My play was Just canceled because I’m the wrong kind of Jew
I felt so hopeful when the American Jewish Historical Society said they wanted to mount a performance of my new play, “Rubble Rubble.”
As a Jewish anti-Zionist playwright in a politically conservative Jewish institutional landscape, I have grown accustomed to feeling unwelcome in Jewish spaces.
I am not the only one. Any Jew who opposes the Occupation — or opposes Zionism itself — knows that feeling of being shunned from the places that are supposed to shelter and nurture you: families, synagogues, community centers, arts organizations.
So when AJHS announced my play, I was elated. If an institution like AJHS would support my work, then maybe the tide was turning.
Then I got a message in the middle of the night informing me that AJHS’s board had decided to cancel the performance because of my politics.
The tide was not turning. The forces of exclusion and shunning were doubling down.
Ironically, that is the topic of the play itself. “Rubble Rubble” begins in an Israeli settlement in the West Bank, where the left and right-wing sides of a Jewish family encounter each other after 20 years of silence. They grapple with the meaning of their family’s history, about which they have drawn such different conclusions. The second act takes us back to 1905 Moscow, where the family’s matriarch works tirelessly for socialist revolution. How did this family, within the course of a century, go from so far left to so far right? The family becomes a microcosm for so many Jewish communities that have seen this profound rightward shift.
The play doesn’t offer easy answers, and it doesn’t present cookie-cutter characters. The anti-Zionist character is often incredibly unsympathetic, and the Zionist characters are likeable, complex humans. It’s a very Jewish play, not just because it is about Jews, but because it isn’t satisfied with simplicity.
I was taught that this was a Jewish value.
This is why my devastation reaches beyond the loss of this opportunity, both as an artist and as the leader of a group of actors and musicians who had already put so much work into this piece. I am terrified for the Jewish people. I was raised to believe we were a people of dissent and argument. I was taught that it was important to ask difficult questions, and that it was noble to stand up for what you believed in. If our Jewish institutions — particularly the American Jewish Historical Society — cannot accommodate dissent, and effectively exclude all Jewish anti-Zionists, then they have not only lost a rapidly growing Jewish population, but they have lost a key aspect of their Jewishness.
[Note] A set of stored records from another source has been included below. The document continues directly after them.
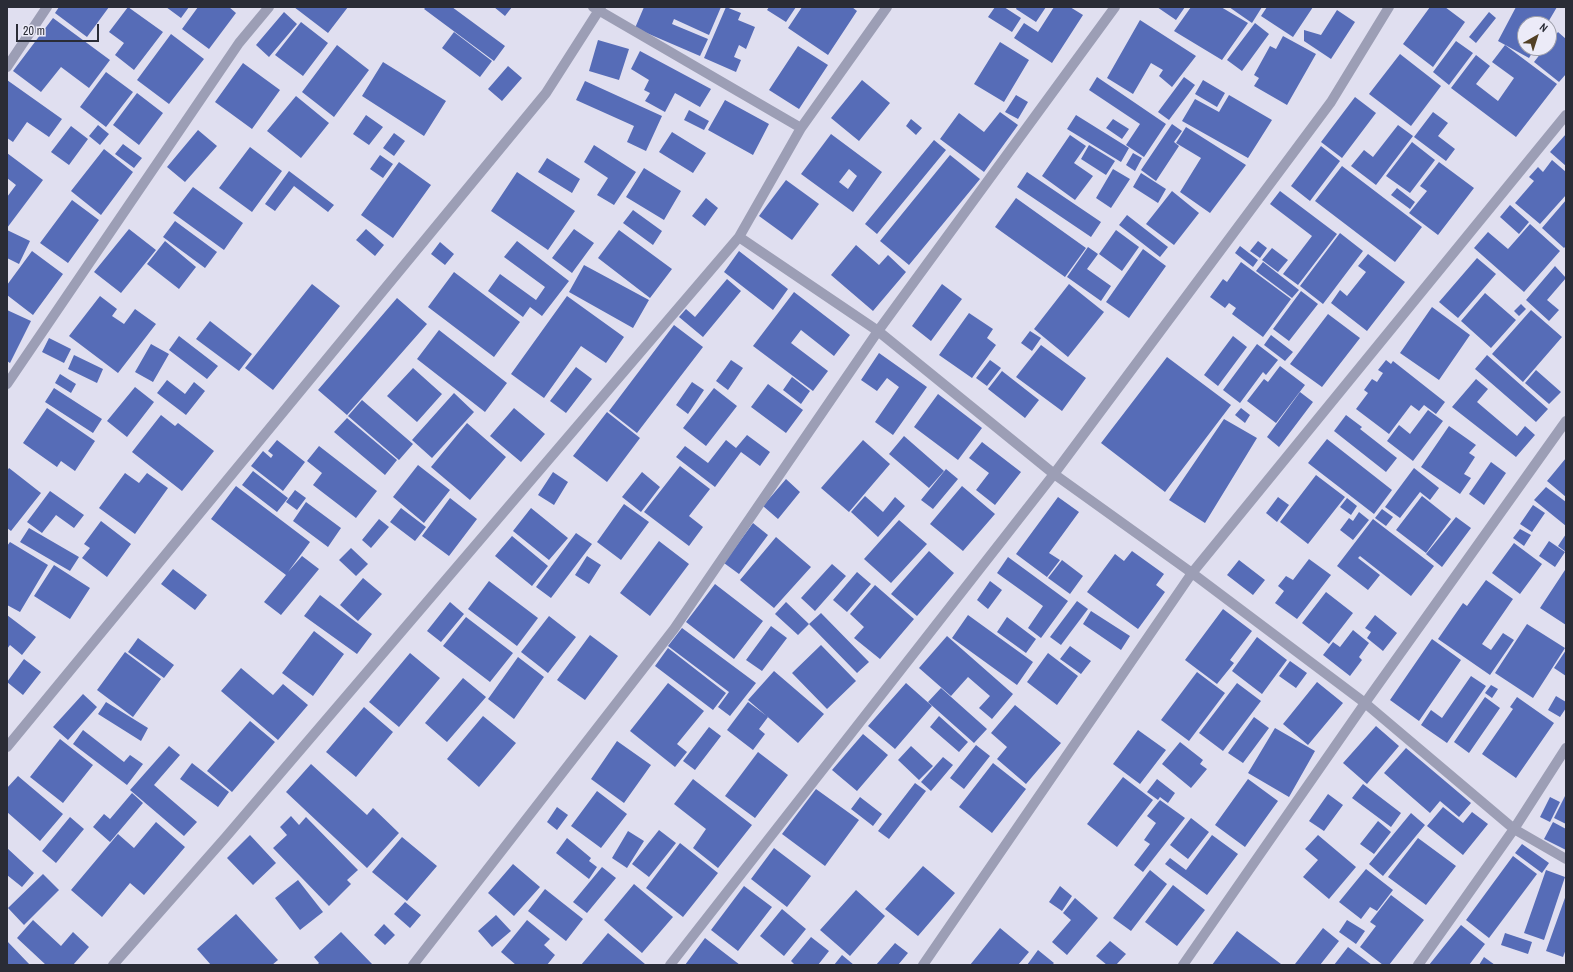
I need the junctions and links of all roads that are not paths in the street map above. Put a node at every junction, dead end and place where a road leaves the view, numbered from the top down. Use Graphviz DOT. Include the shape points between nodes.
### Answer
graph roads {
  1 [pos="47,7"];
  2 [pos="269,7"];
  3 [pos="887,7"];
  4 [pos="1115,7"];
  5 [pos="1390,7"];
  6 [pos="598,8"];
  7 [pos="7,67"];
  8 [pos="1566,115"];
  9 [pos="801,128"];
  10 [pos="739,237"];
  11 [pos="878,331"];
  12 [pos="7,384"];
  13 [pos="1566,421"];
  14 [pos="1054,474"];
  15 [pos="1192,573"];
  16 [pos="1365,703"];
  17 [pos="7,746"];
  18 [pos="1566,748"];
  19 [pos="1514,829"];
  20 [pos="1566,859"];
  21 [pos="112,965"];
  22 [pos="413,965"];
  23 [pos="670,965"];
  24 [pos="923,965"];
  25 [pos="1183,965"];
  26 [pos="1418,965"];
  1 -- 7 [label="street"];
  2 -- 12 [label="street" via="238,43"];
  3 -- 9 [label="street"];
  4 -- 11 [label="street"];
  5 -- 14 [label="street" via="1331,102"];
  6 -- 9 [label="street"];
  6 -- 17 [label="street" via="546,93"];
  8 -- 15 [label="street"];
  9 -- 10 [label="street"];
  10 -- 11 [label="street"];
  10 -- 21 [label="street" via="225,838"];
  11 -- 14 [label="street"];
  11 -- 22 [label="street" via="674,629"];
  13 -- 16 [label="street"];
  14 -- 15 [label="street"];
  14 -- 23 [label="street"];
  15 -- 16 [label="street"];
  15 -- 24 [label="street"];
  16 -- 19 [label="street"];
  16 -- 25 [label="street"];
  18 -- 19 [label="street"];
  19 -- 20 [label="street"];
  19 -- 26 [label="street"];
}
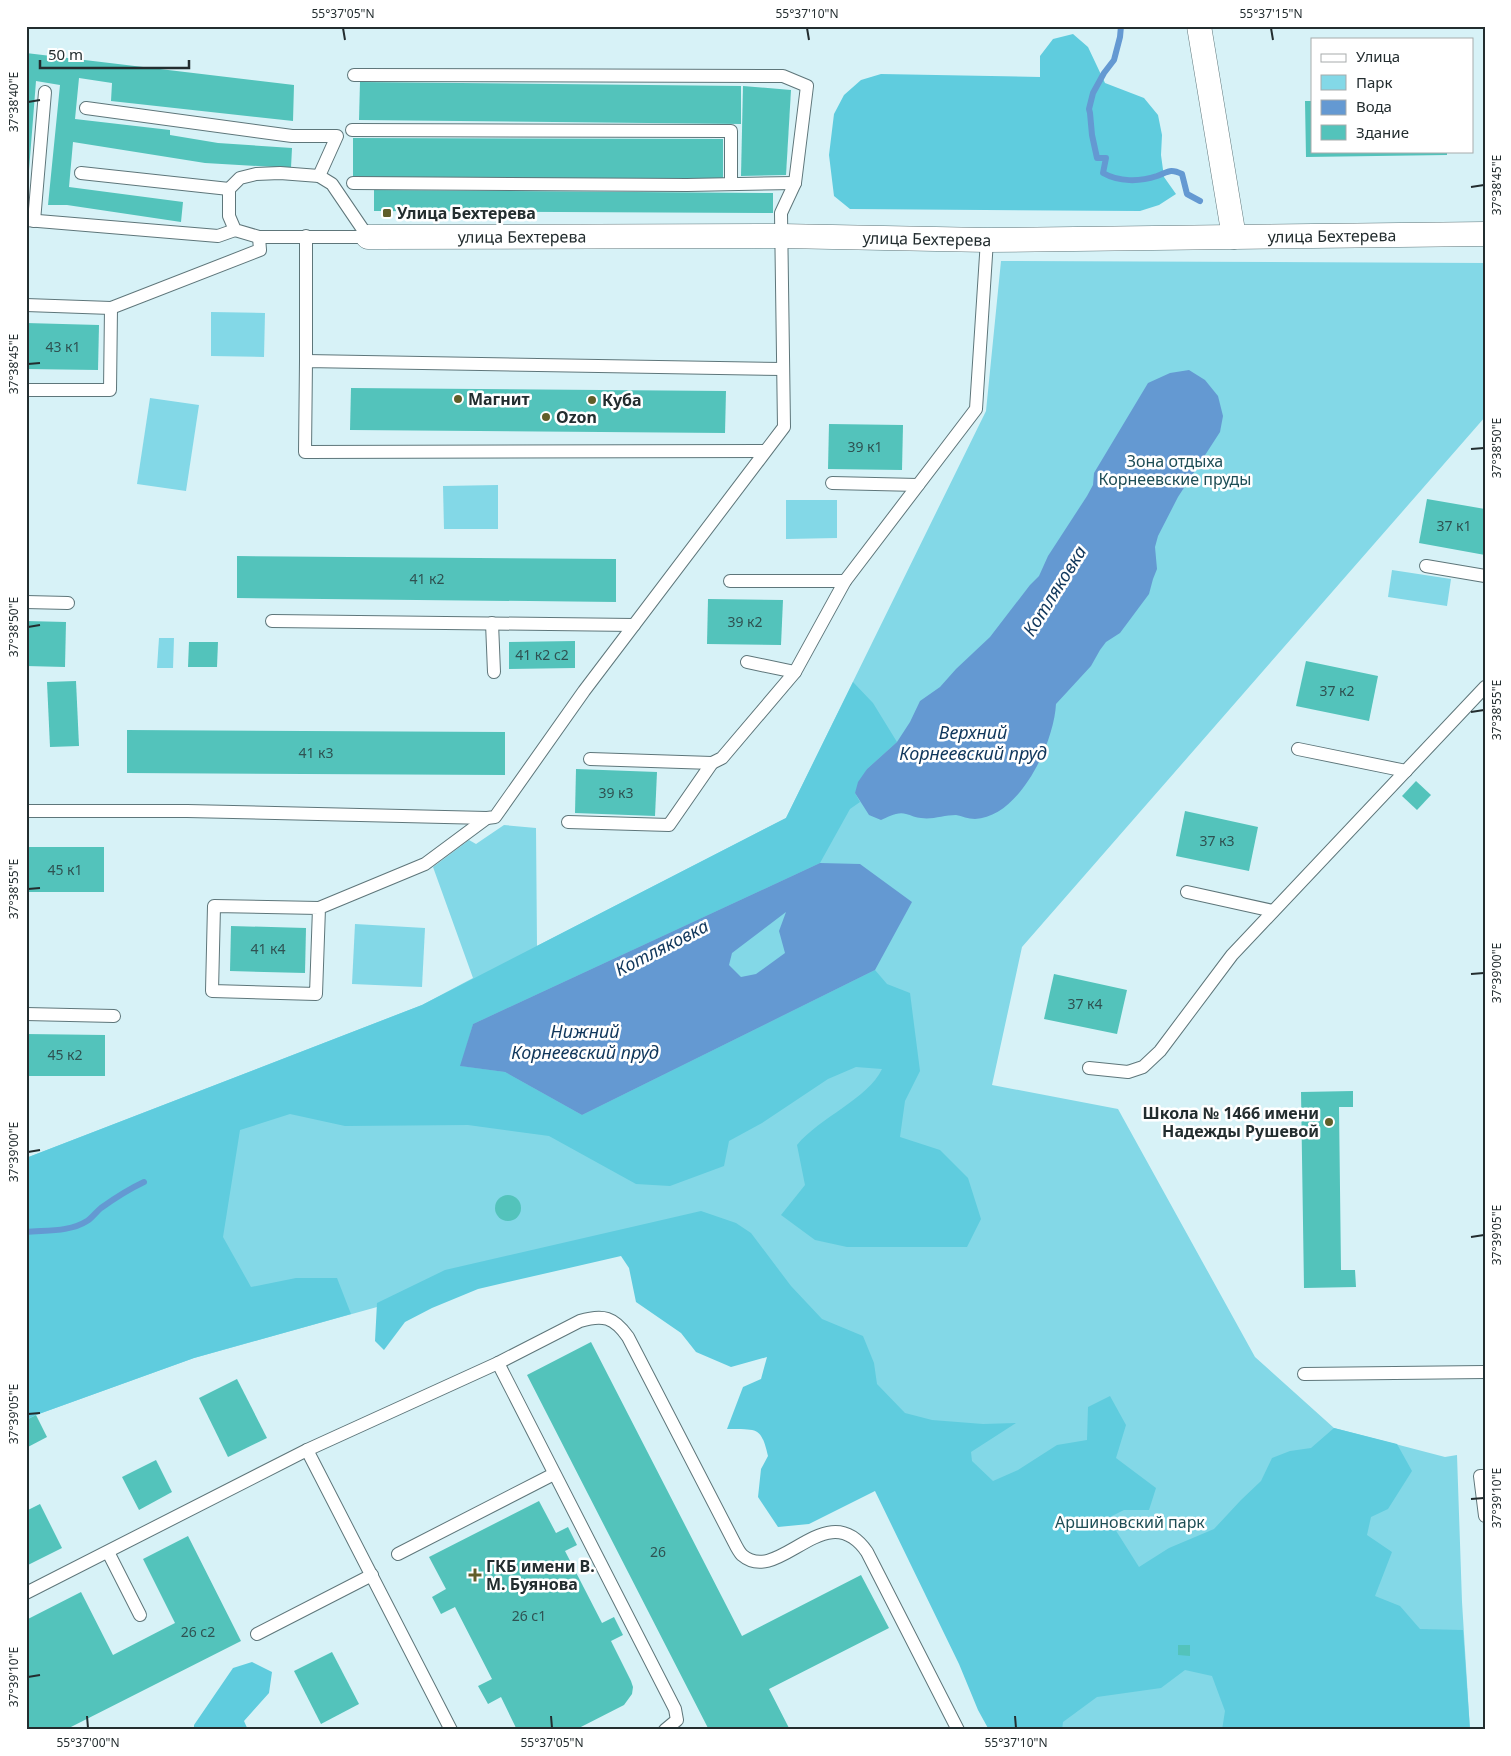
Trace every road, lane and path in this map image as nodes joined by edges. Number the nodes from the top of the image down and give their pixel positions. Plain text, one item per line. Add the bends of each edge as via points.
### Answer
1 (1200, 26) edge
2 (354, 75) dead end
3 (46, 92) dead end
4 (86, 108) dead end
5 (352, 130) dead end
6 (80, 173) dead end
7 (319, 176) junction
8 (353, 183) dead end
9 (796, 183) junction
10 (731, 184) junction
11 (229, 189) junction
12 (30, 220) edge
13 (235, 230) junction
14 (1485, 234) edge
15 (306, 236) junction
16 (781, 236) junction
17 (259, 237) junction
18 (368, 237) junction
19 (1234, 237) junction
20 (987, 240) junction
21 (26, 305) edge
22 (111, 308) junction
23 (306, 361) junction
24 (783, 369) junction
25 (26, 390) edge
26 (765, 451) junction
27 (832, 483) dead end
28 (918, 485) junction
29 (1426, 566) dead end
30 (1485, 576) edge
31 (730, 581) dead end
32 (845, 581) junction
33 (26, 602) edge
34 (68, 603) dead end
35 (272, 621) dead end
36 (492, 624) junction
37 (634, 625) junction
38 (747, 662) dead end
39 (494, 672) dead end
40 (795, 672) junction
41 (1485, 687) edge
42 (1298, 750) dead end
43 (590, 759) dead end
44 (712, 763) junction
45 (1406, 771) junction
46 (26, 811) edge
47 (487, 818) junction
48 (568, 822) dead end
49 (1187, 892) dead end
50 (319, 908) junction
51 (1273, 912) junction
52 (26, 1014) edge
53 (114, 1016) dead end
54 (1089, 1068) dead end
55 (498, 1363) junction
56 (1485, 1372) edge
57 (1304, 1374) dead end
58 (308, 1450) junction
59 (554, 1474) junction
60 (1485, 1476) edge
61 (1485, 1516) edge
62 (108, 1552) junction
63 (398, 1554) dead end
64 (372, 1575) junction
65 (26, 1594) edge
66 (140, 1615) dead end
67 (256, 1634) dead end
68 (451, 1730) edge
69 (665, 1730) edge
70 (958, 1730) edge

1 - 19 street
2 - 9 lane via 783,76 807,86
3 - 12 lane
4 - 7 lane via 292,136 337,136
5 - 10 lane via 731,131
6 - 11 lane
7 - 11 lane via 256,174 240,178
7 - 18 lane via 332,184
8 - 10 lane
9 - 10 lane
9 - 16 lane via 782,213
11 - 13 lane via 229,216
12 - 13 lane via 218,236
13 - 17 lane
14 - 19 street, улица Бехтерева
15 - 17 lane
15 - 18 lane
15 - 23 lane
16 - 18 street, улица Бехтерева
16 - 20 street, улица Бехтерева
16 - 24 lane
17 - 22 lane via 260,250
19 - 20 street, улица Бехтерева
20 - 28 lane via 976,409
21 - 22 lane
22 - 25 lane via 110,390
23 - 24 lane
23 - 26 lane via 305,452
24 - 26 lane via 784,427
26 - 37 lane
27 - 28 lane
28 - 32 lane
29 - 30 lane
31 - 32 lane
32 - 40 lane
33 - 34 lane
35 - 36 lane
36 - 37 lane
36 - 39 lane
37 - 47 lane via 495,817
38 - 40 lane
40 - 44 lane via 722,758
41 - 45 lane
42 - 45 lane
43 - 44 lane
44 - 48 lane via 669,825
45 - 51 lane
46 - 47 lane
47 - 50 lane via 425,864
49 - 51 lane
50 - 50 lane via 214,906 212,991 316,994
51 - 54 lane via 1232,955 1160,1051 1144,1067 1128,1072
52 - 53 lane
55 - 58 lane
55 - 59 lane
55 - 70 lane via 593,1317 607,1318 620,1326 742,1555 766,1562 833,1531 845,1532 859,1540
56 - 57 lane
58 - 62 lane
58 - 64 lane
59 - 63 lane
59 - 69 lane via 675,1709 677,1720
60 - 61 lane via 1480,1476
62 - 65 lane
62 - 66 lane
64 - 67 lane
64 - 68 lane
With our institutions basically blacklisting so many Jewish voices, we are in a sorry state to face the rising tide of anti-Semitism in the United States. More than ever, we need to accept each other in our disagreements and unite against the forces that really are hell-bent on our evisceration.
Meanwhile, I feel more eager than ever to support Jewish institutions that are making room for anti-Occupation and anti-Zionist Jews, like Jewish Voice for Peace. At JVP’s National Membership Meeting this year, I got the distinct impression that every member had been rejected from another Jewish space. We were all elated to encounter each other and work together, after so many painful experiences being shunned by our own people.
Of course, my association with JVP is a driving factor behind my ejection from AJHS. Right-wing Jewish forces are trying aggressively to brand JVP as a “hate group” that “endorses anti-Semitism” based on absurd lies and distortions.
The truth is that I, along with JVP, believe in nonviolent tactics to secure Palestinian human rights. We cannot sit idly by while Israel mistreats millions of people in our name, flying a flag with our star over checkpoints and illegal settlements.
History will judge the architects of these anti-JVP smear campaigns along with the worst McCarthyites.
But, as they say, “the show must go on.” We are already raising funds to replace the budget that AJHS had promised us. One way or another, we will find another home for “Rubble Rubble.” We will find homes for the full spectrum of Jewish thought. We will muster the courage to encounter each other in all our disagreements. But it won’t happen at our major institutions.
The Jewish people will create the spaces we need, on our own terms, as we have for thousands of years. I love being Jewish. And defying authority to act on your beliefs is one of my favorite parts.
Dan Fishback is a playwright and performer from New York City.